HACİZ

(الحجز)

Borçlunun para borcunun ödenmesi amacıyla ve alacaklısı lehine malına hukuken el konulması anlamında terim.

Sözlükte “menetmek, iki şeyin arasını ayırmak” anlamına gelen haciz (hacz) kelimesi, hukukta cebrî icranın en önde gelen tedbir ve müeyyidelerinden biri olup para borcunu ödemeyen kimsenin borcuna tekabül edecek kıymetteki bir malına, onu borcu ödemeye zorlama veya malı cebrî icra yoluyla satıp borcun ödenmesini sağlama amacıyla alacaklı lehine hukuken el konulmasını ifade eder. Haciz ve türevleri gerek Kur’ân-ı Kerîm’de (en-Neml 27/61; el-Hâkka 69/47) ve hadislerde (bk. Wensinck, el-MuǾcem, “ĥcz” md.) gerekse klasik fıkıh literatüründe yalnız sözlük anlamında kullanılmış, hukukta ihtiva ettiği terim anlamıyla ise fıkıh literatürünün hacir ve iflâs bölümlerinde “borçlunun hacri ve malının satılması” alt başlığında işlenmiştir. Fıkıhta konuyla ilgili olarak yer alan doktriner görüş ve tartışmalar, Kur’an ve Sünnet’te bu hususta açık ifade ve hükümler bulunamadığından genelde tarihî süreç içinde İslâm toplumlarında ortaya çıkan ihtiyaçları, mahkemelerce benimsenen çeşitli çözüm yollarını ve uygulama örneklerini yansıtır.

Kendi irade ve rızâsı ile para borcunu ödemeyen borçluya karşı uygulanması gereken müeyyidelerden biri, borcuna tekabül edecek kıymetteki malı üzerinde onun tasarruf yetkisini kaldırmak ve bu malları paraya çevirerek alacaklının hakkını vermektir.

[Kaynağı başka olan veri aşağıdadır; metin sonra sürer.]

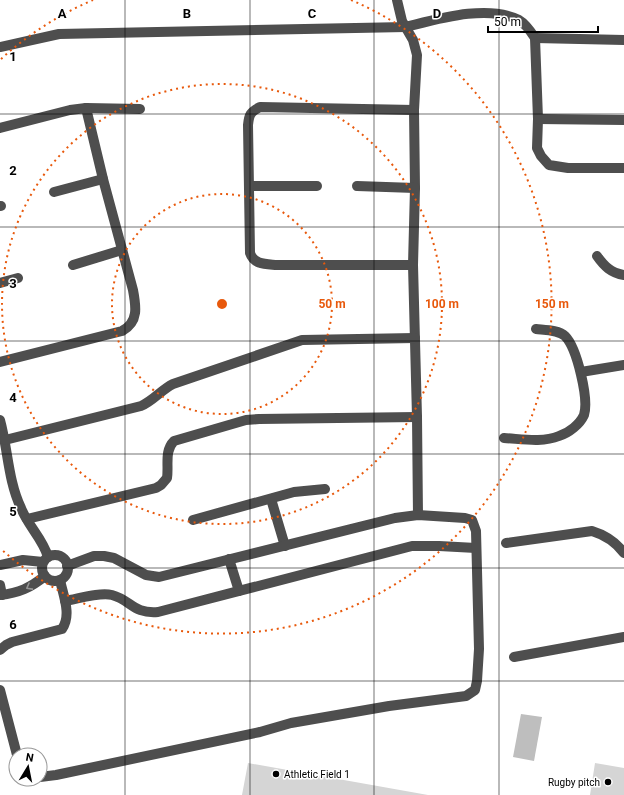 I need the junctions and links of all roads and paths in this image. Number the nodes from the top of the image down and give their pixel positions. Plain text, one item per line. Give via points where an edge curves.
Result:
1 (397, 0) edge
2 (406, 27) junction
3 (535, 38) junction
4 (624, 40) edge
5 (0, 47) edge
6 (86, 108) junction
7 (140, 110) dead end
8 (414, 110) junction
9 (538, 119) junction
10 (624, 120) edge
11 (0, 128) edge
12 (624, 168) edge
13 (103, 179) junction
14 (249, 186) junction
15 (317, 186) dead end
16 (357, 186) dead end
17 (415, 188) junction
18 (54, 192) dead end
19 (122, 250) junction
20 (597, 256) dead end
21 (73, 265) dead end
22 (413, 265) junction
23 (624, 275) edge
24 (18, 278) dead end
25 (0, 283) edge
26 (536, 329) dead end
27 (415, 338) junction
28 (0, 362) edge
29 (624, 365) edge
30 (581, 372) junction
31 (417, 418) junction
32 (0, 420) edge
33 (504, 438) dead end
34 (5, 440) junction
35 (326, 489) dead end
36 (271, 499) junction
37 (418, 515) junction
38 (27, 519) junction
39 (193, 520) dead end
40 (506, 543) dead end
41 (285, 546) junction
42 (476, 548) junction
43 (624, 552) edge
44 (229, 559) junction
45 (45, 560) junction
46 (0, 565) edge
47 (67, 566) junction
48 (45, 576) junction
49 (60, 580) junction
50 (0, 585) edge
51 (239, 590) junction
52 (1, 595) edge
53 (65, 601) junction
54 (624, 637) edge
55 (0, 650) edge
56 (514, 658) dead end
57 (0, 690) edge
58 (15, 747) edge
59 (48, 776) edge

1 - 2 street
2 - 3 street via 455,16 495,14 520,20
2 - 5 street via 59,34
2 - 8 street via 417,55
3 - 4 street
3 - 9 street
6 - 7 street
6 - 11 street
6 - 13 street
8 - 14 street via 260,107 252,111 248,117
8 - 17 street
9 - 10 street
9 - 12 street via 537,148 549,165 568,168
13 - 18 street
13 - 19 street
14 - 15 street
14 - 22 street via 250,253 256,262 277,265
16 - 17 street
17 - 22 street
19 - 21 street
19 - 28 street via 136,303 136,314 128,328
20 - 23 street via 606,268
22 - 27 street
24 - 25 street
26 - 30 street via 565,335
27 - 31 street
27 - 34 street via 302,340 173,384 141,406
29 - 30 street
30 - 33 street via 586,405 583,416 575,426 559,436 544,440
31 - 37 street
31 - 38 street via 246,420 174,441 168,452 167,478 156,488
32 - 34 street
34 - 38 street via 12,482
35 - 36 street via 294,492
36 - 39 street
36 - 41 street
37 - 41 street via 395,518
37 - 42 street via 472,520 476,530
38 - 45 street via 45,547
40 - 43 street via 592,531 612,540
41 - 44 street
42 - 51 street via 412,546
42 - 59 street via 479,649 477,680 475,690 466,696 291,723 244,736
44 - 47 street via 159,577 146,575 114,558 104,556 94,556
44 - 51 street
45 - 46 street via 23,560
45 - 47 street via 57,556 62,558
45 - 48 street via 42,571
47 - 49 street via 65,576
48 - 49 street via 49,580
48 -> 52 street via 26,590
49 - 53 street
50 - 52 street
51 - 53 street via 151,612 141,611 118,596 110,594
53 - 55 street via 67,615 62,629 12,642
54 - 56 street
57 - 58 street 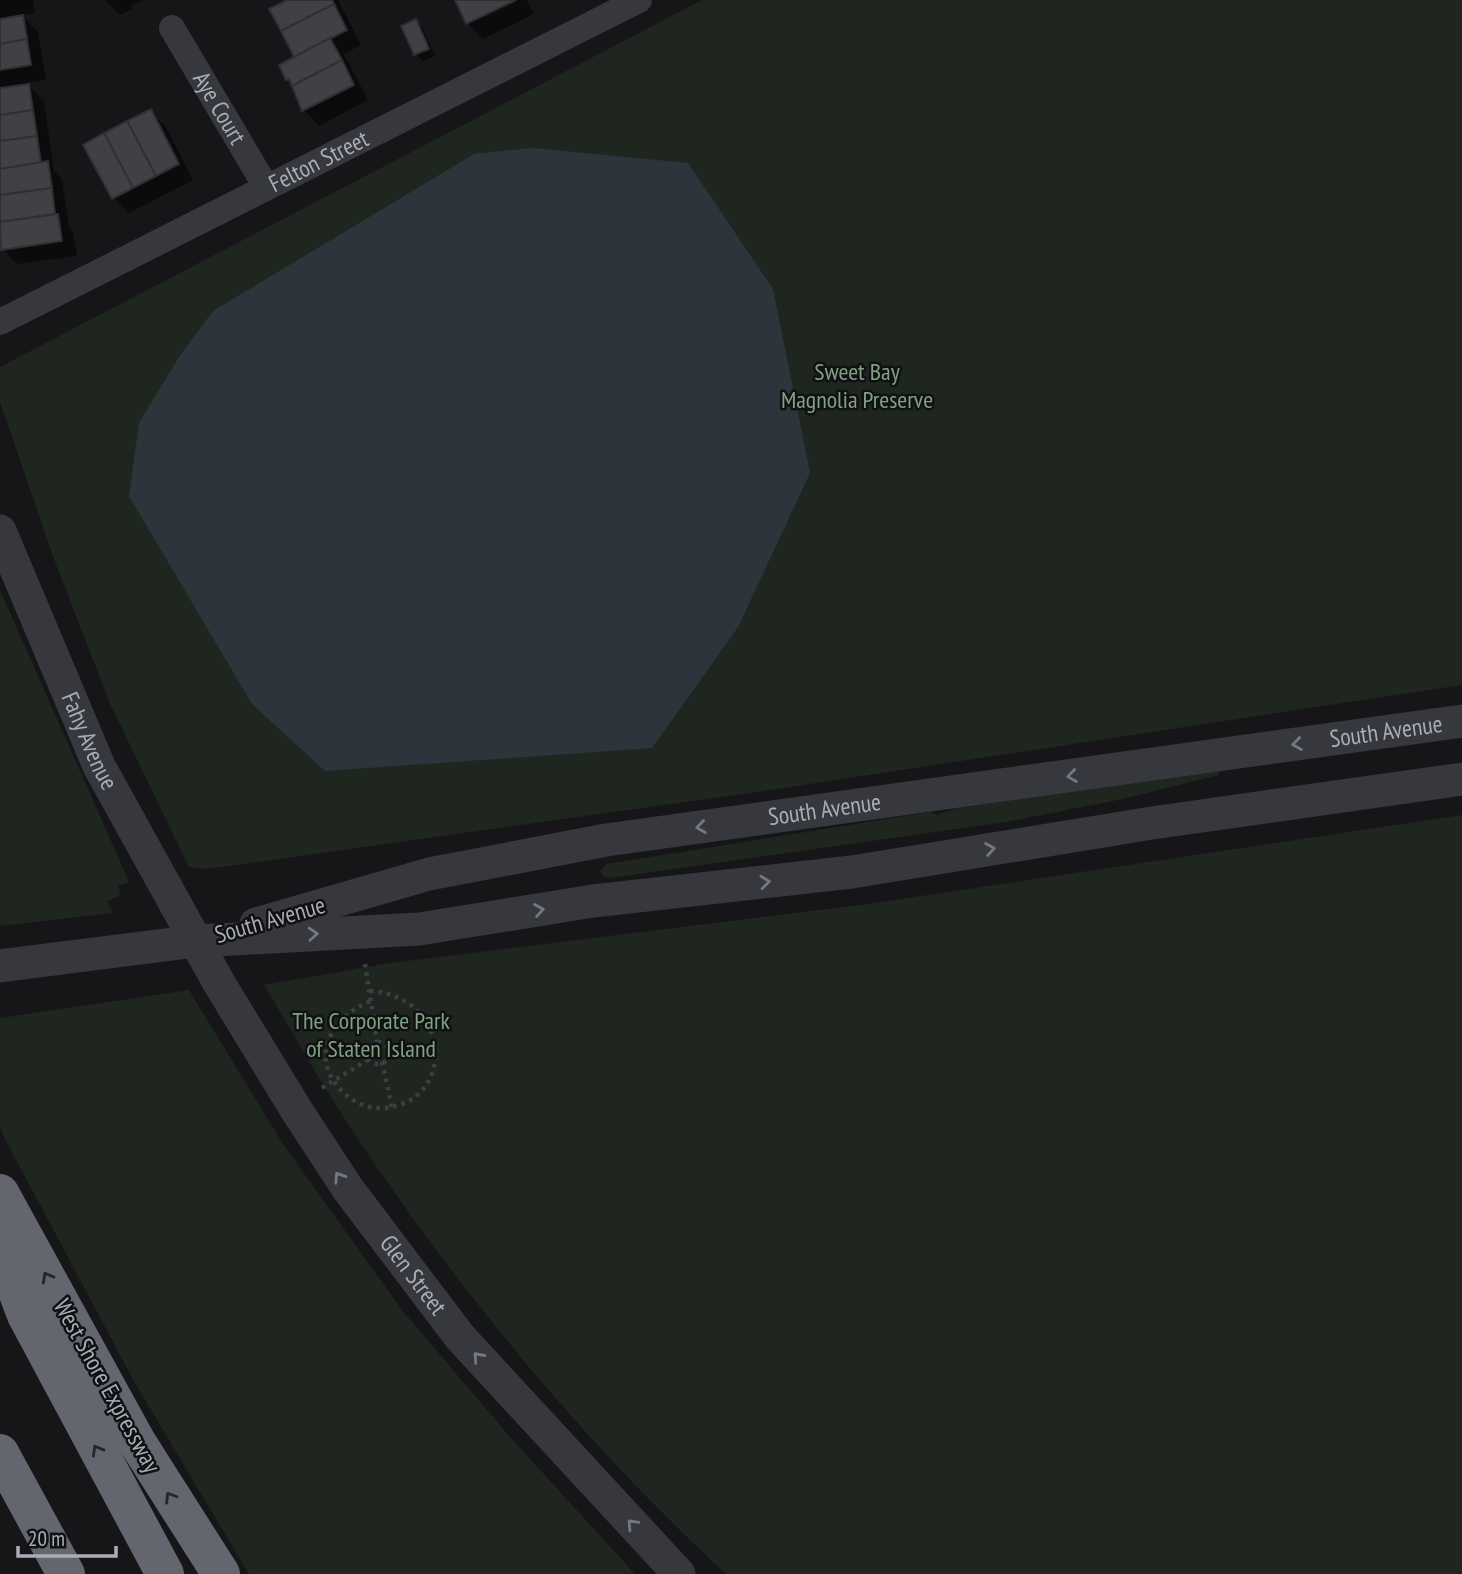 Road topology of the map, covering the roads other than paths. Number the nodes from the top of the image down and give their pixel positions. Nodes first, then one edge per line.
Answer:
1 (639, 0) edge
2 (603, 8) edge
3 (172, 27) dead end
4 (266, 187) junction
5 (0, 323) edge
6 (0, 531) edge
7 (1462, 721) edge
8 (1462, 779) edge
9 (196, 941) junction
10 (0, 966) edge
11 (0, 1193) edge
12 (0, 1246) edge
13 (0, 1453) edge
14 (65, 1574) edge
15 (165, 1574) edge
16 (221, 1574) edge
17 (679, 1574) edge

1 - 2 street, Felton Street
2 - 4 street, Felton Street
3 - 4 street, Aye Court
4 - 5 street, Felton Street
6 - 9 street, Fahy Avenue
7 -> 9 street, South Avenue
9 -> 8 street, South Avenue
9 - 10 street, South Avenue
17 -> 9 street, Glen Street
16 -> 11 highway, West Shore Expressway
15 -> 12 highway
13 - 14 highway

Borçlunun fiilî engellemesi halinde gerektiğinde devletin yetkili organları tarafından zor kullanmak suretiyle uygulanacak bu müeyyideye haciz adı verilmektedir.

İslâm hukukunda haczin, “kişiyi malî tasarruflardan menetme” anlamına gelen hacir kavramıyla, özellikle de borçlunun hacriyle yakın ilişkisi vardır. Her ikisi de borçluyu ödeme yapmaya zorlama ve alacağın cebrî icra yolu ile tahsiline yönelik hukukî tedbir ve müeyyide durumundadır. Ancak hacizle hacir arasında hem mahiyet hem de hüküm bakımından bazı farklılıklar mevcuttur. Borçlunun haciz konulan mal üzerinde tasarrufu muteber değilse de haciz konulmayan diğer malları üzerinde tasarruf edebilir. Mahcûr borçlu ise haczi câiz olan hiçbir malı üzerinde tasarruf edemez. Bu bakımdan haciz, sadece belirli mallar üzerinde mâlikin tasarruf yetkisini kısıtladığından maksadın hâsıl olmasına yetmeyebilir; yani alacaklı borçlunun malını haczettirmekle her zaman alacağının tamamını tahsil edemeyebilir. Bu sebeple Hanefî fıkıh âlimleri borçlunun ayrıca hacredilmesi gerektiğini de ifade etmişlerdir. Zira haciz koyduran alacaklının hacizli mal üzerinde rüçhan hakkı olmadığı ve alacağın tahsili hususunda alacaklıların eşit hakka sahip olduğu düşünüldüğünde malına haciz konulan, fakat hacredilmeyen borçlunun bazı borçlandırın hukukî işlemler yaparak haciz koyduran alacaklıyı zarara sokması mümkün olur. Meselâ güvendiği bazı kişilere muvâzaa yoluyla borç ikrar edebilir ve lehlerine ikrar bulunan kişiler de haciz konulan malda alacaklılara dahil olurlar. Halbuki borçlu hacir altına alınırsa artık onun ikrarı haczi câiz olan mallarına hiçbir şekilde tesir etmez. Bununla birlikte haczin rehne kıyasla alacaklı şahıs lehine bir öncelik sağlayacağı da ileri sürülebilir (bk. HACİR).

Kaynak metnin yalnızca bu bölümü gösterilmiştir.